In reading these criteria, it seems pretty obvious that Google wants to promote quality content. This is a strong response to early search engine spamming where a page full of awkward keywords and irrelevant links. Instead, Google ranks content higher based on whether it fulfills certain content criteria, links to authoritative sources, and (seemingly) provides useful information. So there seems to be several aspects here that actually link the so-called “SEO Content Writer” and “Copywriter” jobs as described above.
- SEO writers need to effectively and creatively integrate keywords that draw results but also speak to an audience. A writer needs to be able to speak to their audience on multiple levels. The two main levels, however, are grabbing their attention via Google search results, and keeping it with the content.Last I checked, something like 70% of browsers will not navigate past the first page of Google results. So, you have to write with the notion of ranking high. But you can’t just dump words onto a page and hope that your audience will pay attention: at this point, spam sites are going to turn of audiences.
- SEO writers, like copywriters, must logically break down their content in a compelling and easy-to-understand organization. Google loves key phrases and potential search questions in subheaders. Guess what: people do too! If a reader types a question into Google, and your page contains a section clearly labeled with that question (or an answer to that question), then they are going to visit.

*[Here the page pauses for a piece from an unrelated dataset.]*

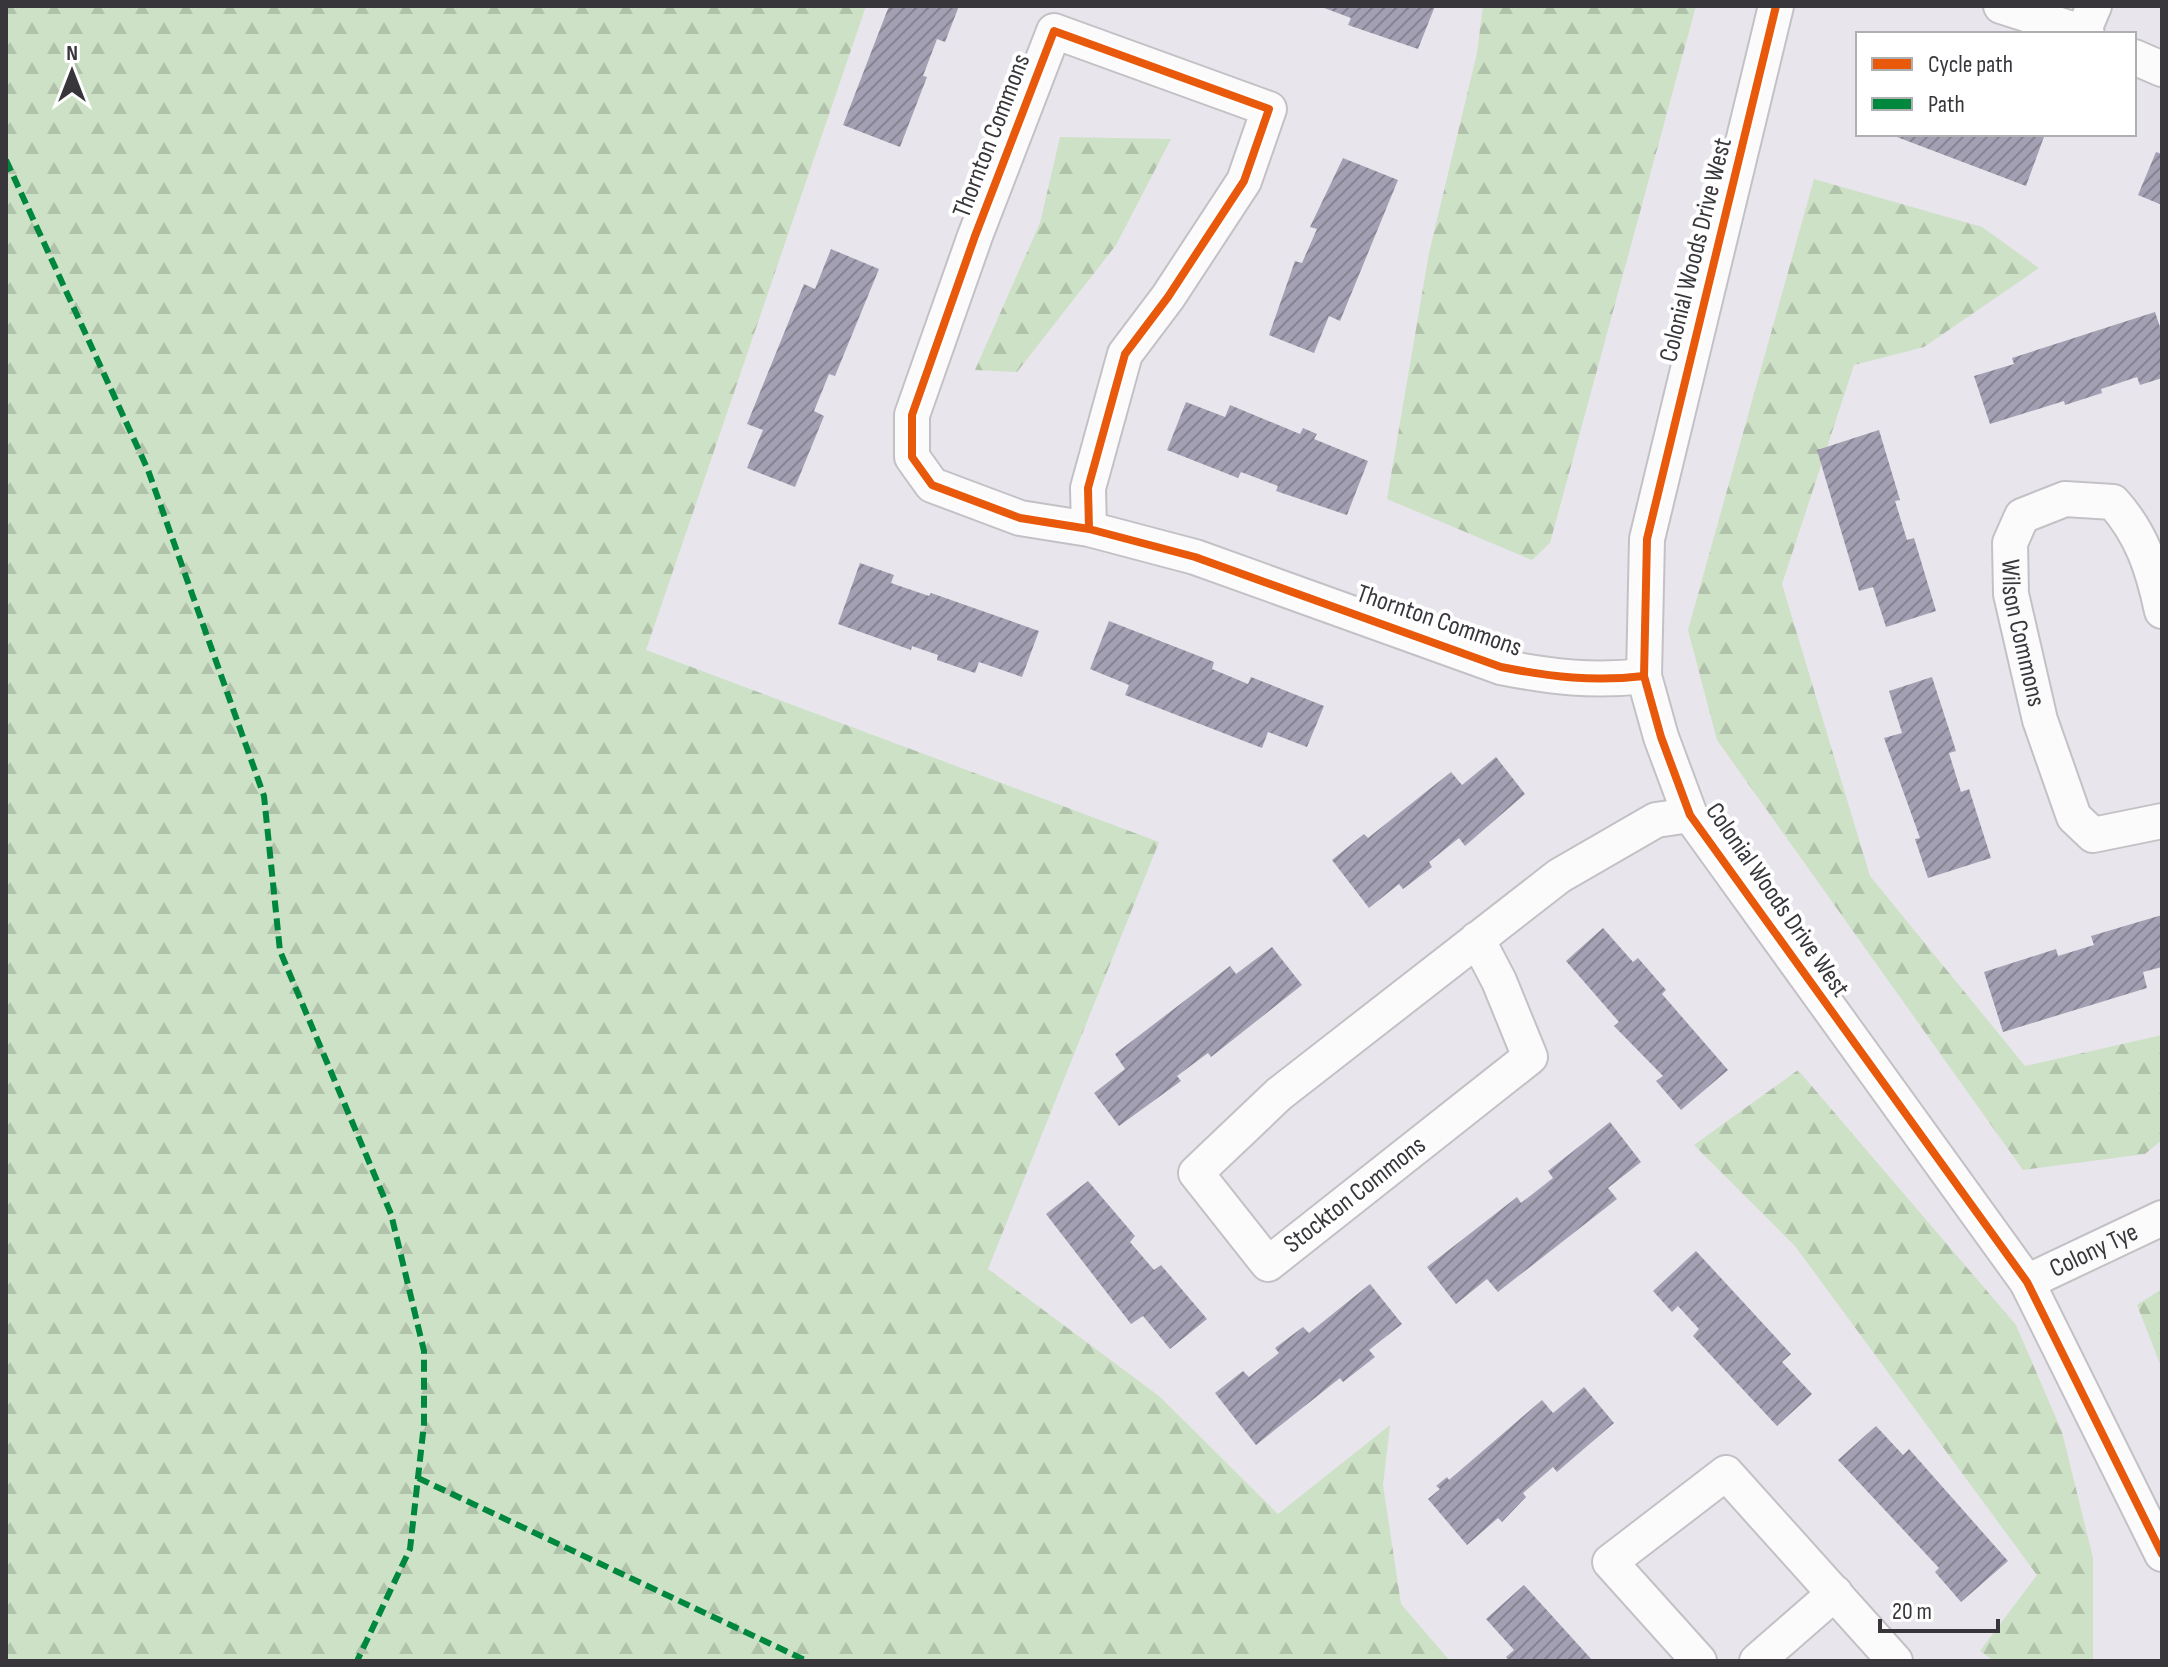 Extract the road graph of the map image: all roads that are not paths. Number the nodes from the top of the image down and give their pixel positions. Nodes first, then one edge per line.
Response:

- SEO writers still need to deliver the goods. Just because you got a person to click your link doesn’t mean they are going to actually do anything once they get there. When they land on the page, you want them to stay there. Even better, you want others to link to your content to show that it is useful to some community.Include your keywords, but make sure that you don’t just rely on them. If you’ve read any blog posts that drag out a point or question or topic for 300 words just to provide a half-answer, then you know what I mean.
- SEO writers still need to sell. Once you’ve got the reader there, and once you’ve actually addressed the information they want, you need to get them on board with whatever made you write a blog post in the first place. Need them to sign up for a newsletter? Call a number for more information? Visit a landing page? Your copy needs to move them from point A to B to C to get them interested in what you or your company offers.In the world of SEO, that takes some serious copywriting skills. That’s because when people land on an informative post, they may not be thinking of doing anything but getting information. But if you write convincing copy that converts, then you can move a reader from curious browser to member of your exclusive mailing list in the span of 1,000 words.
Creativity in Content Development
So even generically, creativity plays a large part in SEO content writing as it does in traditional copywriting. With that kind of realization, it seems kind of silly to differentiate the two. But also consider what is expected of each position. SEO content writers pull visitors, and copywriters pull sales and conversions. If you want to take your SEO writing to the next level, then also think like a copywriter. Write posts that grab search results, but make sure that your content always funnels someone towards a goal. If your posts start directing sales and conversions, you’ll start to get the attention of marketing managers even without any direct sales. But most importantly, enjoy your writing, no matter what it is. Google can’t tell if you are having a good time, or if you are enthusiastic. But a real, human reader can, and will, and will often click a link or buy a project based on the energy of your writing alone. Be authentic, genuine, and persuasive without being cocky or “sales-y”. Your organic marketing could quickly integrate a more direct approach if you just take some time to employ some creativity.